A lo largo de la historia del fútbol −la historia del siglo XX se podría decir− el vínculo entre el fútbol y la política ha sido muy estrecha, y se ha identificado a este deporte como un aliado inseparable de fascismos y dictaduras que hallaban en los éxitos futbolísticos un mecanismo generador de ideología y acción propagandística. Benito Mussolini, Adolf Hitler y Francisco Franco fueron tres de las personalidades más activas en la utilización del balón como proveedor ideológico de sus respectivos regímenes.
El caso italiano: Mussolini y los Mundiales de 1934 y 1938
El primer régimen que se sirvió del fútbol con fines políticos fue el fascismo de Benito Mussolini en Italia. El dictador había subido al poder el 28 de octubre de 1922 al frente del Partido Fascista Italiano. Pronto se erigió en el artífice del resurgimiento de la supremacía italiana inspirada en el modelo del Imperio Romano y tres años fueron suficientes para instaurar la primera dictadura fascista en Europa.
Mussolini no era un entusiasta del fútbol, pero enseguida se percató de las enormes posibilidades que brindaba el balón para ganarse a la opinión pública.
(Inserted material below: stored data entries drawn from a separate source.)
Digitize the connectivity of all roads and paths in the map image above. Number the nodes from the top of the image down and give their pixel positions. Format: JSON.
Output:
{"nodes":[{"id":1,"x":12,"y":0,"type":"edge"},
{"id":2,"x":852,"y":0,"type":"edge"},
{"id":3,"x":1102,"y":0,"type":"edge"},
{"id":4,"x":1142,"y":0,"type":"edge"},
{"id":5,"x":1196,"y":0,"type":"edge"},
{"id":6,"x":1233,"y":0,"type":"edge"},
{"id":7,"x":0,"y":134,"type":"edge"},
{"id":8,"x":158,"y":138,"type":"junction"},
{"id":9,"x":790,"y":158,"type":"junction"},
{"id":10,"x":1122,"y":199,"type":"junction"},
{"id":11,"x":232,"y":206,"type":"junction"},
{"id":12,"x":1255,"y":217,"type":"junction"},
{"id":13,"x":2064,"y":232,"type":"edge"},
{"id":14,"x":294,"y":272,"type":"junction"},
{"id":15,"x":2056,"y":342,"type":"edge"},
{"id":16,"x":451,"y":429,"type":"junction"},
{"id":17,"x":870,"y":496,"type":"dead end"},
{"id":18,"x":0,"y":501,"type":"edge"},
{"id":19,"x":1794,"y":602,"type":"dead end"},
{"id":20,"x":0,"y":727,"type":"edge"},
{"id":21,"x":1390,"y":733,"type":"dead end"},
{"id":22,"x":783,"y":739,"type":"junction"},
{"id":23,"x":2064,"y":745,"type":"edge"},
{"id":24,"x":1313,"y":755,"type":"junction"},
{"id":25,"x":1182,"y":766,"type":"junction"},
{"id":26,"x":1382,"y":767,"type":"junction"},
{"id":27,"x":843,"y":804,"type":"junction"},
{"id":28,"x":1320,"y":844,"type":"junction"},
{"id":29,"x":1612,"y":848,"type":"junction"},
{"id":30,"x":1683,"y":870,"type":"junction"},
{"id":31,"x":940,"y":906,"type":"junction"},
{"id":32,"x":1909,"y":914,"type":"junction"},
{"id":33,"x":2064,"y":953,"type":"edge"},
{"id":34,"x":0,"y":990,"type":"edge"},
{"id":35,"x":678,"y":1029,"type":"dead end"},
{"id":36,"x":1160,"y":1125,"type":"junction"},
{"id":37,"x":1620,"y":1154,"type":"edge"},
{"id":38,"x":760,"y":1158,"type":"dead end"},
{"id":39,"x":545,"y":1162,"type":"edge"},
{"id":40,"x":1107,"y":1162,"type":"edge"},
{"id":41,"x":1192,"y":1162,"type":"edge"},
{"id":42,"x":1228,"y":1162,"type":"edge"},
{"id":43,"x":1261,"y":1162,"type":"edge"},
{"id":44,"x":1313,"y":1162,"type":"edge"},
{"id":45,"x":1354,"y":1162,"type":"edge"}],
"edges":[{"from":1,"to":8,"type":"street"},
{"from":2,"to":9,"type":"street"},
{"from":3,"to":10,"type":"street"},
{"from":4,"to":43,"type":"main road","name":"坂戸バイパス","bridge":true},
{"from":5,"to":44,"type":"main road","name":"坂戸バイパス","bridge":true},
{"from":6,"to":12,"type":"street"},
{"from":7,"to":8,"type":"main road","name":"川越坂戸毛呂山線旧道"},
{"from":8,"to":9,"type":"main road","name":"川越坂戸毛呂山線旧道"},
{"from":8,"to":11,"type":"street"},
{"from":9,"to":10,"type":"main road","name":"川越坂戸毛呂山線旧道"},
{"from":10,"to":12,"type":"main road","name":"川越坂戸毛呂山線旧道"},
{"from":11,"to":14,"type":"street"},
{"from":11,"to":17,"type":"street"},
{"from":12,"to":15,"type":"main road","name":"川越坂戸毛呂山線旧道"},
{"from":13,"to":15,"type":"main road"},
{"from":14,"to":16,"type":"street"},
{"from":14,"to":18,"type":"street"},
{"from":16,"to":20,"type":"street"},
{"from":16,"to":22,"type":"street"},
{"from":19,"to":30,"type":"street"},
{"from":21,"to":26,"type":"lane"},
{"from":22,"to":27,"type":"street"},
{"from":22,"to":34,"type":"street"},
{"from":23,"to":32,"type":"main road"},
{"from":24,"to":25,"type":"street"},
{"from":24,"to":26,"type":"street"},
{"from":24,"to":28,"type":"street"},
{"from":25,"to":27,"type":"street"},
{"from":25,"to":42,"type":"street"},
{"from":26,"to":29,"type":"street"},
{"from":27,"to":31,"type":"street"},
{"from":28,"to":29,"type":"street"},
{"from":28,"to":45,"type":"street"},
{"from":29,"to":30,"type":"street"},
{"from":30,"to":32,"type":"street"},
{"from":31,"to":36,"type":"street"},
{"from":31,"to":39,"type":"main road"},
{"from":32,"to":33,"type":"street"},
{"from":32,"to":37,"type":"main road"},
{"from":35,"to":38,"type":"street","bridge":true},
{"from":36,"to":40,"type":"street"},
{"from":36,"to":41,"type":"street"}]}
Como oportunista, aprovechó el momento. Sabía que el fútbol era un deporte de masas y por tanto ahí era donde debía dirigirse. El Gobierno necesitaba el apoyo popular, y el apoyo popular se encontraba en el balón. Para los fascistas, el fútbol era algo más que un deporte, ya que El fútbol como fenómeno político permitía concentrar en un espacio propicio para la puesta en escena a considerables muchedumbres, ejercer sobre ellas una fuerte presión y alimentar los impulsos nacionalistas de las masas.
En 1934 Italia acogió la II edición de la Copa del Mundo. Mussolini era consciente de lo que representaba organizar un acontecimiento de tal envergadura y anhelaba que su país fuera sede del evento para difundir al resto del mundo su ideología y exhibir el poderío militar y expansionista de su régimen. El presidente de la Federación Italiana de Fútbol, Giorgio Vaccaro, afirmó: La última meta del acontecimiento será la de demostrar al universo lo que es el ideal fascista del deporte.
Suecia, el otro país con opciones para organizar el Mundial, retiró su candidatura sin explicar las razones. Parece ser que las presiones diplomáticas de Mussolini fueron suficientes para deshacerse del país nórdico. La selección uruguaya, previendo el transcurrir del campeonato, se negó a participar: No iremos en rechazo al régimen fascista italiano y a la utilización política que se hará del evento.
Poco antes del comienzo del campeonato el líder fascista comunicó a Vaccaro en un conciso pero claro mensaje cuáles eran las pretensiones del certamen:
− No sé cómo hará, pero Italia debe ganar este campeonato. Vaccaro, ingenuo, contestó:
− Se hará todo lo posible.
La respuesta de «Il Duce» fue contundente:
− No me ha comprendido bien. Italia debe ganar este Mundial. Es una orden.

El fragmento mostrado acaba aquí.